Advertisement

U.S. Rebuffs Hussein’s Threats to Bar Monitors

Share
TIMES STAFF WRITER

The latest confrontation with Iraq intensified Saturday as U.S. officials bluntly rejected new threats by Iraqi President Saddam Hussein to bar all United Nations weapons inspections.

In a defiant address Saturday in Baghdad marking the seventh anniversary of the start of the Persian Gulf War, Hussein said he will carry out a demand from Iraq’s parliament to end Iraqi cooperation with the arms inspections unless sanctions against his country are lifted.

His threat against the entire inspection program amounts to a reversion to Iraq’s position of last fall, when Hussein’s government called on the U.N. Security Council to set a deadline for ending inspections.

Advertisement

In October, Iraq’s National Assembly called for an end to its cooperation with U.N. inspectors, and the following month it set a May deadline for them to finish their work.

Hussein’s speech came two days before the U.N.’s chief weapons inspector, Richard Butler, is scheduled to arrive in Baghdad for a series of meetings with Iraqi Deputy Prime Minister Tarik Aziz. At those sessions, Butler is expected to renew U.N. demands that Iraq stop preventing inspectors from entering selected sites that the U.N. suspects of housing illegal weapons research. Hussein seemed to be setting a tone of confrontation for the talks.
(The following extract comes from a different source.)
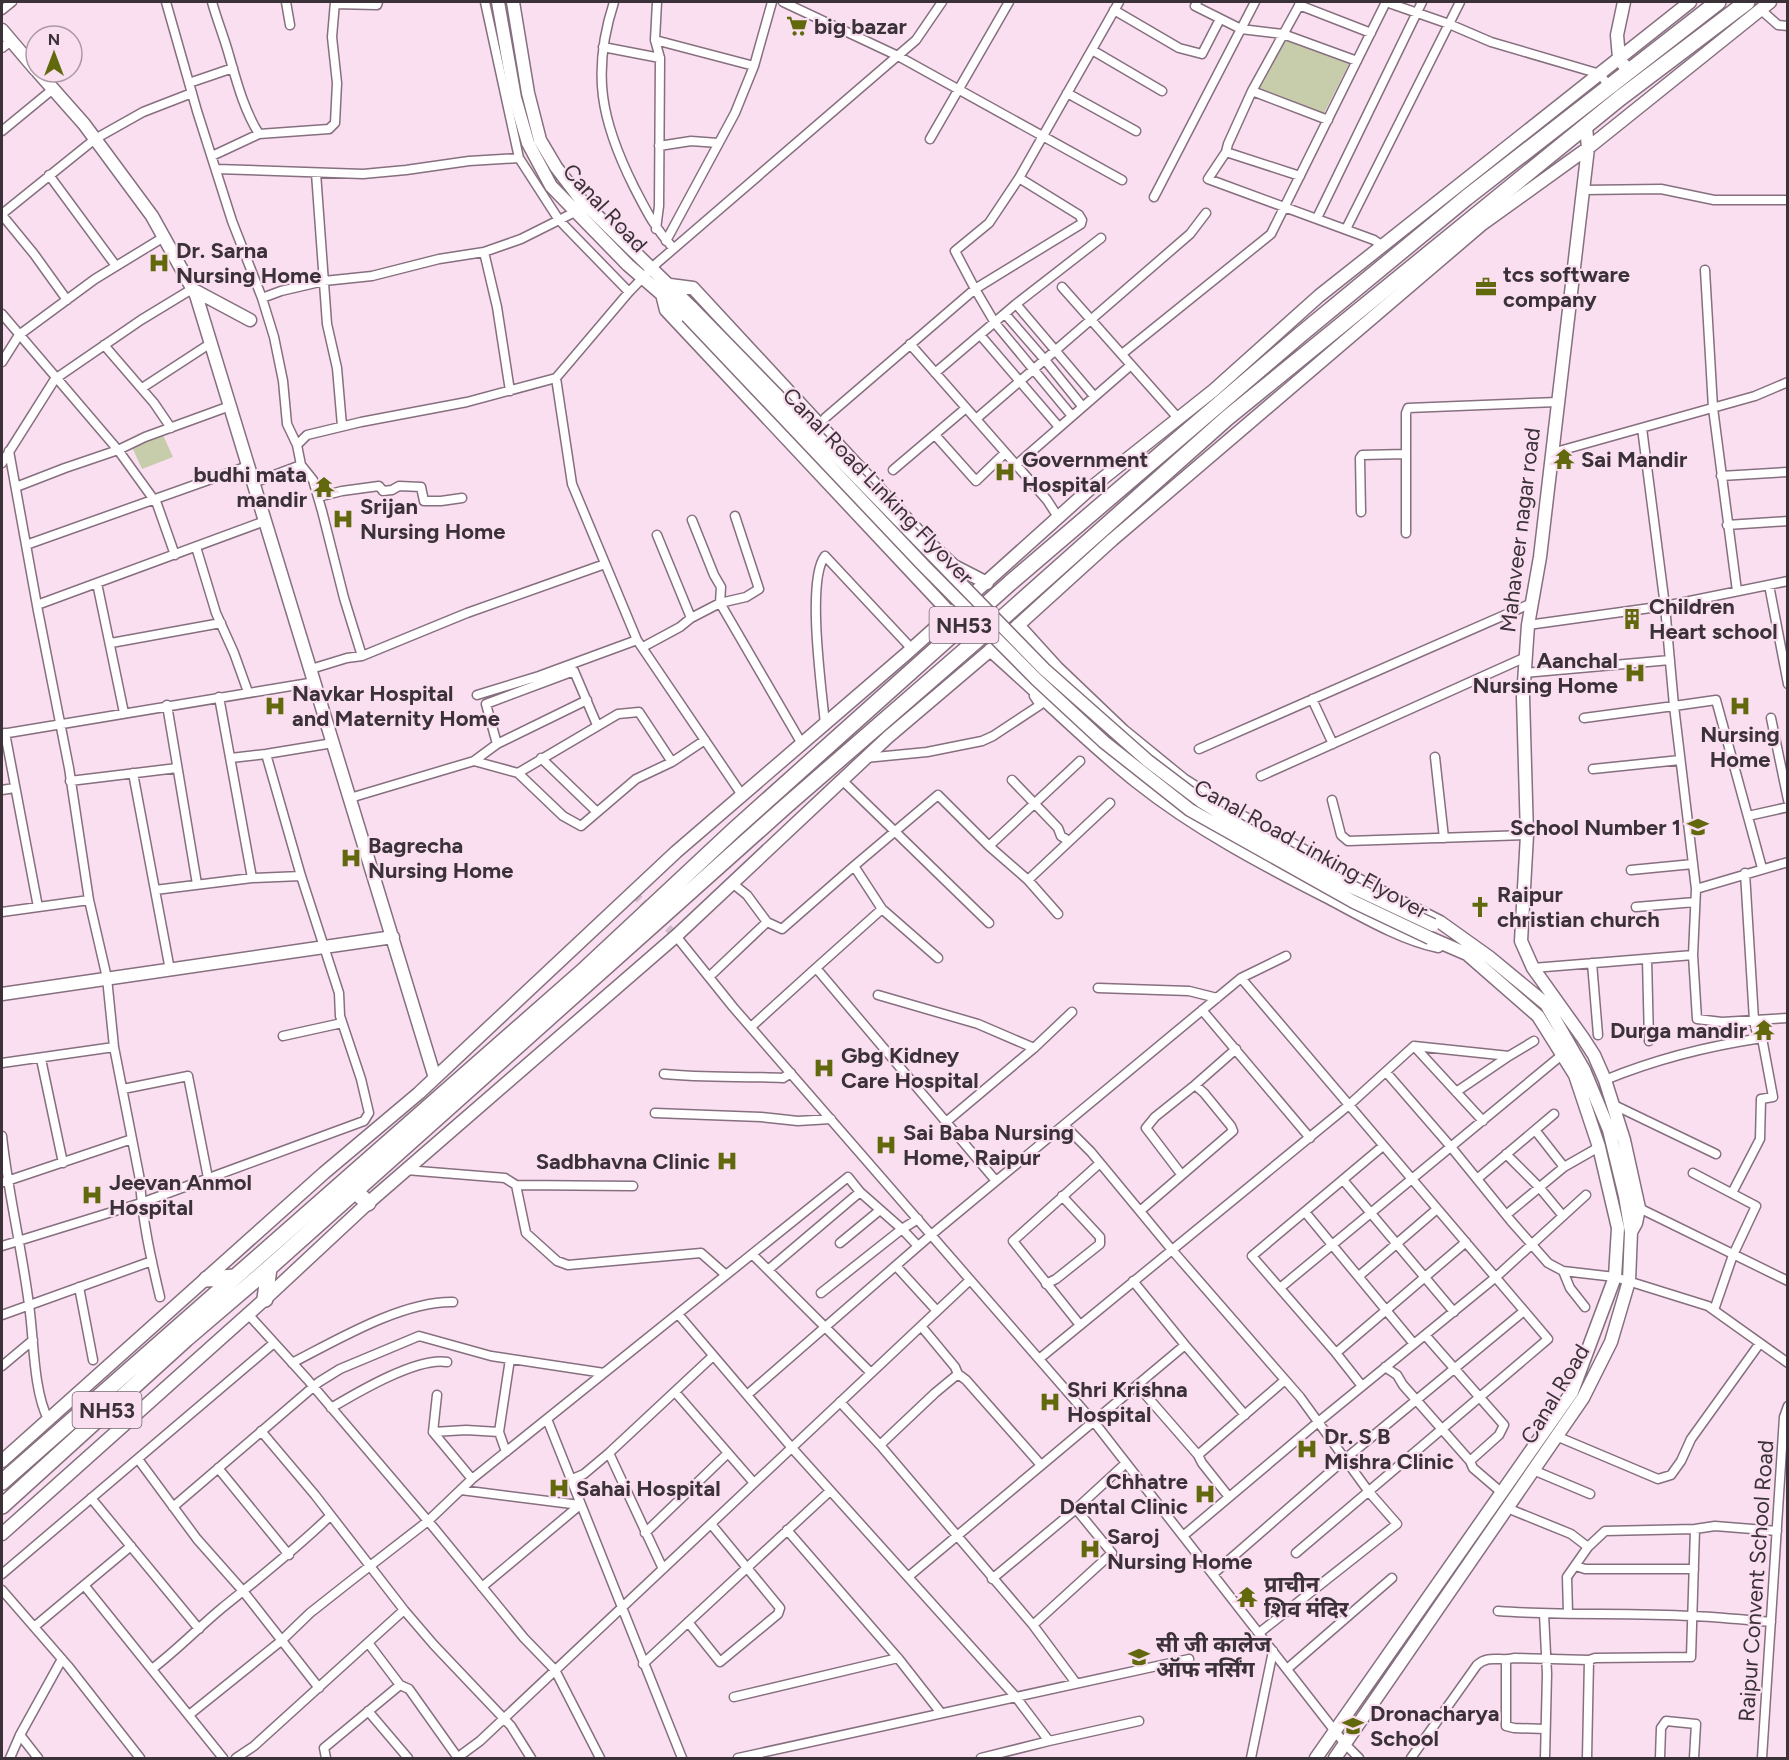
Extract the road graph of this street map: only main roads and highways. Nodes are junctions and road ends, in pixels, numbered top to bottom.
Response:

At a stopover in the Persian Gulf state of Bahrain on Saturday, Butler said the inspectors cannot complete their work unless they have unfettered access to any Iraqi site they choose to examine.

Butler said he was prepared to listen to the Iraqi position “so their legitimate concerns of dignity and sovereignty can be attended to.”

But, he said, “We must have the access we require; otherwise there is going to be nothing but further sanctions. . . . We are in a very serious moment now.”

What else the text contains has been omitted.